*The data*
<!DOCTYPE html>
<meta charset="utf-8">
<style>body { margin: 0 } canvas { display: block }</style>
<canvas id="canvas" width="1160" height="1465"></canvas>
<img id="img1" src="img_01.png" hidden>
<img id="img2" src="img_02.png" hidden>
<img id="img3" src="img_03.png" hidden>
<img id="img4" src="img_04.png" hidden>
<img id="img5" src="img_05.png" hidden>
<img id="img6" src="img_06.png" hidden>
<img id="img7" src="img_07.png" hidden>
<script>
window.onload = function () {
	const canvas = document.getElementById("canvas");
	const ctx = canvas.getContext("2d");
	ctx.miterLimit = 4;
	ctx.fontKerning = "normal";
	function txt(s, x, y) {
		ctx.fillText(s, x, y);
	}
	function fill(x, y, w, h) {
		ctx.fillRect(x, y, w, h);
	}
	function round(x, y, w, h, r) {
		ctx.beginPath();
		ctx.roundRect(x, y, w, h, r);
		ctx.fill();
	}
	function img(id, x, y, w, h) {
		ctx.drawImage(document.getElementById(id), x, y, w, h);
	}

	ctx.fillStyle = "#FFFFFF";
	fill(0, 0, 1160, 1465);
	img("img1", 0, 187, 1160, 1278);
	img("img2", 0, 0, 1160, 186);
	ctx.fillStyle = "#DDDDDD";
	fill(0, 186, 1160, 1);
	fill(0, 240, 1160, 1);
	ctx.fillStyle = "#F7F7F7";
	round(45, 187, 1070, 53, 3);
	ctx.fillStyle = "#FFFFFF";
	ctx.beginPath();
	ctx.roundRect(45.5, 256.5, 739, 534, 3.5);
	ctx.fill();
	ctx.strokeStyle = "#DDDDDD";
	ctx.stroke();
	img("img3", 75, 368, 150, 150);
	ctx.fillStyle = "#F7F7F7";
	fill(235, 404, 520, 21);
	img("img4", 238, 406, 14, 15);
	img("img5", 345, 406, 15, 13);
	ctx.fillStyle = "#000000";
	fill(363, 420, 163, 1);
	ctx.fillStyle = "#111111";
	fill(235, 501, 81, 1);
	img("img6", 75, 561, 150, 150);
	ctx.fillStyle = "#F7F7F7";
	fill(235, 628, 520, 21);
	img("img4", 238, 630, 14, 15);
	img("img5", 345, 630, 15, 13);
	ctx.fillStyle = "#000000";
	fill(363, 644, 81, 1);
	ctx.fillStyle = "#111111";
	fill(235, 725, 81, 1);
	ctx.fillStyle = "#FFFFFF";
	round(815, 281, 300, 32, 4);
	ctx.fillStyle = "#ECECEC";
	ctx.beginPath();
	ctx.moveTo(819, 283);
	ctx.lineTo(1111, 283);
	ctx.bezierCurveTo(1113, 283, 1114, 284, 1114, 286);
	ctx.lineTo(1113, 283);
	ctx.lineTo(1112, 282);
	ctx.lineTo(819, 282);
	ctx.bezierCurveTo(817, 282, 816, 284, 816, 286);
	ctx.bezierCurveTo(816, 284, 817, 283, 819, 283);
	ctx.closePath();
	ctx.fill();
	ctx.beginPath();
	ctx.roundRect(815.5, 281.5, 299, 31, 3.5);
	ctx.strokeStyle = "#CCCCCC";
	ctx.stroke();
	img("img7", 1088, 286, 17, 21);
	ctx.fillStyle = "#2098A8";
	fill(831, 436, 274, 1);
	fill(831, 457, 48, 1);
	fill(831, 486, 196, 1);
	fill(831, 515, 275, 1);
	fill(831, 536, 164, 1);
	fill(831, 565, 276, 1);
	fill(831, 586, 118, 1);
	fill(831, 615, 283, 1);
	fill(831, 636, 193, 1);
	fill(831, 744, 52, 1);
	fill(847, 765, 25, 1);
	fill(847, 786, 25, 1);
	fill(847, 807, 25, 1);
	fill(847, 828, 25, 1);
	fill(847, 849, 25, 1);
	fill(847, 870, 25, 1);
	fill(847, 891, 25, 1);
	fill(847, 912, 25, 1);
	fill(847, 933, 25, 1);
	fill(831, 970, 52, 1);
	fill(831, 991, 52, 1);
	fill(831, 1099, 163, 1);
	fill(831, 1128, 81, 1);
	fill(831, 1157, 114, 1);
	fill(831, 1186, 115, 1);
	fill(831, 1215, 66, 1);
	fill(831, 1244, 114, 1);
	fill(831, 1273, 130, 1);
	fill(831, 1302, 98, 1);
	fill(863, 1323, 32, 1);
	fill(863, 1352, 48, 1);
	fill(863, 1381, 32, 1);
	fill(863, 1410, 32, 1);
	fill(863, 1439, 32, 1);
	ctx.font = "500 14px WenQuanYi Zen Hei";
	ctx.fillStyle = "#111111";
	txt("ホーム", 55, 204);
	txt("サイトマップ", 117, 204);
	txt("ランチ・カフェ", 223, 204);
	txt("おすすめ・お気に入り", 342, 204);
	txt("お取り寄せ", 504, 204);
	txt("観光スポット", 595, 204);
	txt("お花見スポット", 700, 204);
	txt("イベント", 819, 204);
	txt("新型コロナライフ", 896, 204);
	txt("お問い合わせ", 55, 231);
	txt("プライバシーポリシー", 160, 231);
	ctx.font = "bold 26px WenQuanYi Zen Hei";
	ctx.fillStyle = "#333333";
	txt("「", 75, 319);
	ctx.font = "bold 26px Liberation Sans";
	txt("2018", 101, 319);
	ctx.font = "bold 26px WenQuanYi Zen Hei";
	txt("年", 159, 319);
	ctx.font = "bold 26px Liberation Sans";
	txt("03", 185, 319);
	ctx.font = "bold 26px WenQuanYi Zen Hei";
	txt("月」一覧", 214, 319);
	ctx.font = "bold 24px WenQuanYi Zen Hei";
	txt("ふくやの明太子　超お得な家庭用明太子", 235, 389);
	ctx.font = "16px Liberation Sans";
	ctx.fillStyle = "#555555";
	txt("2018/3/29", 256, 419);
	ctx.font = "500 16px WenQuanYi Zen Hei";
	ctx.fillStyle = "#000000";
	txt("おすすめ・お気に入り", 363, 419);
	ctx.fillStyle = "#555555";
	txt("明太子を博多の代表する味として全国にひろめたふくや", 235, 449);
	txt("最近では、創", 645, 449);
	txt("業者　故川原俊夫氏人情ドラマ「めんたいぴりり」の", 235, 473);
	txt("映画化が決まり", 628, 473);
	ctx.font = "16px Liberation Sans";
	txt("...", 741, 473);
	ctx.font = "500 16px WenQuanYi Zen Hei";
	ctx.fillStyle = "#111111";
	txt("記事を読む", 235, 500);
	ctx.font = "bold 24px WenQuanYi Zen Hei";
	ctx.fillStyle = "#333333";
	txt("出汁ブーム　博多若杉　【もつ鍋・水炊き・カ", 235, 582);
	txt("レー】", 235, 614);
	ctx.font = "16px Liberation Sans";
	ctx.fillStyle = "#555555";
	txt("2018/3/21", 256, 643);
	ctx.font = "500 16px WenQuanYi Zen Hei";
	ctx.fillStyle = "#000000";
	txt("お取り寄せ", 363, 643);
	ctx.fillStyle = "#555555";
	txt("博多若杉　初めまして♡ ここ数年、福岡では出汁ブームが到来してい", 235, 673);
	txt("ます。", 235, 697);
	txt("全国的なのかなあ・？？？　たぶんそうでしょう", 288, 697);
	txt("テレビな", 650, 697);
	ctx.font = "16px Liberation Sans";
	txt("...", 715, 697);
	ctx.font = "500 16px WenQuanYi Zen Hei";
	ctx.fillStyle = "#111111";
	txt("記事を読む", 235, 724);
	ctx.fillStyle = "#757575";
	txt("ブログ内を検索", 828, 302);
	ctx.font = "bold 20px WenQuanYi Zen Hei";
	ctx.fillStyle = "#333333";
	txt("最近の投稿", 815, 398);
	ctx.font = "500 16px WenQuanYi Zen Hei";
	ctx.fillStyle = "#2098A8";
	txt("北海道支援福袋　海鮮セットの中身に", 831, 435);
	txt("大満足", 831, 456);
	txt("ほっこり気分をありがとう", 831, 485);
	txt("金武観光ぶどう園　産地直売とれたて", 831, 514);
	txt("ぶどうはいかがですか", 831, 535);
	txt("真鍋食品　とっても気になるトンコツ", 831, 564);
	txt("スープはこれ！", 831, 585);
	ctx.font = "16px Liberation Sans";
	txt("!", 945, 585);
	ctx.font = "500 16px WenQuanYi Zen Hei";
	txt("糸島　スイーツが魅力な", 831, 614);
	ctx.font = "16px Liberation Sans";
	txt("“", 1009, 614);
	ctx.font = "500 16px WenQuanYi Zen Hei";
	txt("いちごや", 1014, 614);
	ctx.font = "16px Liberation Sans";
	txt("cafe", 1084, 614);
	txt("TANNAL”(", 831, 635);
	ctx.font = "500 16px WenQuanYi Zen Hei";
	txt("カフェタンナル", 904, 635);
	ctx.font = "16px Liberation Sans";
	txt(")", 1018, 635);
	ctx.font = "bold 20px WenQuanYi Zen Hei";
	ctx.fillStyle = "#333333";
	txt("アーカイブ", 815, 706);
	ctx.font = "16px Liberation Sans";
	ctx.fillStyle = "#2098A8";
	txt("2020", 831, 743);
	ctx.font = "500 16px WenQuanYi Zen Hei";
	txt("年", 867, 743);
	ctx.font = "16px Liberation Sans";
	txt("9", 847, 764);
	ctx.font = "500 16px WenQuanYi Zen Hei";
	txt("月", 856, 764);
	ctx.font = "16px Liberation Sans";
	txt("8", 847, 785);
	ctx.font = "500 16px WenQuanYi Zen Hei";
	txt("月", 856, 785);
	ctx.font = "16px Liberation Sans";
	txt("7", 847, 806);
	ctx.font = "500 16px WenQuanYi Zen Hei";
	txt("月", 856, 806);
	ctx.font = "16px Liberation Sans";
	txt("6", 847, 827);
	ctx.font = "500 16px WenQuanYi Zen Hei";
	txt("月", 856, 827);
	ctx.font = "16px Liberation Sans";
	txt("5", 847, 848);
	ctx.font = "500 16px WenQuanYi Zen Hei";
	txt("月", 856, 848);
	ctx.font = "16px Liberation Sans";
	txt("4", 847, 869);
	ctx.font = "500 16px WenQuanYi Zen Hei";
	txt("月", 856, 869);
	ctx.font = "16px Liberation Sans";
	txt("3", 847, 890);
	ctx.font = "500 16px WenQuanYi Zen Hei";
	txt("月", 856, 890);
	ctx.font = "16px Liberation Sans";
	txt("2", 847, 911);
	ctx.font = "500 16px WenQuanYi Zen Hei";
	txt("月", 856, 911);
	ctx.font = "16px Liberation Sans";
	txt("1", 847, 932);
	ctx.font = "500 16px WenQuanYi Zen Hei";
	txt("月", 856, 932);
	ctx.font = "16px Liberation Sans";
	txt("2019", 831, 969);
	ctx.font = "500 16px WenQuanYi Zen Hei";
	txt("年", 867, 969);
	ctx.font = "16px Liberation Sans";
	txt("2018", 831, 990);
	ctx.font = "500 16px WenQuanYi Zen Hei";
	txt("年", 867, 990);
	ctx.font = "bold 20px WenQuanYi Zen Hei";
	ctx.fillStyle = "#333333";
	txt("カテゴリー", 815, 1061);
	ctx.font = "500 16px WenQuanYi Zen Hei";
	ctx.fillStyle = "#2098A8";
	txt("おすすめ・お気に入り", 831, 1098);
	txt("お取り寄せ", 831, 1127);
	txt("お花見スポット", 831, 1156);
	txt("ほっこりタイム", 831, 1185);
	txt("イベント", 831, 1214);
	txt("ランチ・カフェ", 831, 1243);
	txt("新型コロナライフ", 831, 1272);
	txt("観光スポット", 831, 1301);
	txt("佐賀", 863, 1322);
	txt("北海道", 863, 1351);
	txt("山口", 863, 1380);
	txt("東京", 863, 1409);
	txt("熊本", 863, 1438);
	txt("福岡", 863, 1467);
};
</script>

*What the task requires*
Only the lines from the one containing "fill(235, 628, 520, 21);" through the one containing "fill(863, 1439, 32, 1);" are to be retyped, both boundary lines included, with no other material.

*Problem solution*
	fill(235, 628, 520, 21);
	img("img4", 238, 630, 14, 15);
	img("img5", 345, 630, 15, 13);
	ctx.fillStyle = "#000000";
	fill(363, 644, 81, 1);
	ctx.fillStyle = "#111111";
	fill(235, 725, 81, 1);
	ctx.fillStyle = "#FFFFFF";
	round(815, 281, 300, 32, 4);
	ctx.fillStyle = "#ECECEC";
	ctx.beginPath();
	ctx.moveTo(819, 283);
	ctx.lineTo(1111, 283);
	ctx.bezierCurveTo(1113, 283, 1114, 284, 1114, 286);
	ctx.lineTo(1113, 283);
	ctx.lineTo(1112, 282);
	ctx.lineTo(819, 282);
	ctx.bezierCurveTo(817, 282, 816, 284, 816, 286);
	ctx.bezierCurveTo(816, 284, 817, 283, 819, 283);
	ctx.closePath();
	ctx.fill();
	ctx.beginPath();
	ctx.roundRect(815.5, 281.5, 299, 31, 3.5);
	ctx.strokeStyle = "#CCCCCC";
	ctx.stroke();
	img("img7", 1088, 286, 17, 21);
	ctx.fillStyle = "#2098A8";
	fill(831, 436, 274, 1);
	fill(831, 457, 48, 1);
	fill(831, 486, 196, 1);
	fill(831, 515, 275, 1);
	fill(831, 536, 164, 1);
	fill(831, 565, 276, 1);
	fill(831, 586, 118, 1);
	fill(831, 615, 283, 1);
	fill(831, 636, 193, 1);
	fill(831, 744, 52, 1);
	fill(847, 765, 25, 1);
	fill(847, 786, 25, 1);
	fill(847, 807, 25, 1);
	fill(847, 828, 25, 1);
	fill(847, 849, 25, 1);
	fill(847, 870, 25, 1);
	fill(847, 891, 25, 1);
	fill(847, 912, 25, 1);
	fill(847, 933, 25, 1);
	fill(831, 970, 52, 1);
	fill(831, 991, 52, 1);
	fill(831, 1099, 163, 1);
	fill(831, 1128, 81, 1);
	fill(831, 1157, 114, 1);
	fill(831, 1186, 115, 1);
	fill(831, 1215, 66, 1);
	fill(831, 1244, 114, 1);
	fill(831, 1273, 130, 1);
	fill(831, 1302, 98, 1);
	fill(863, 1323, 32, 1);
	fill(863, 1352, 48, 1);
	fill(863, 1381, 32, 1);
	fill(863, 1410, 32, 1);
	fill(863, 1439, 32, 1);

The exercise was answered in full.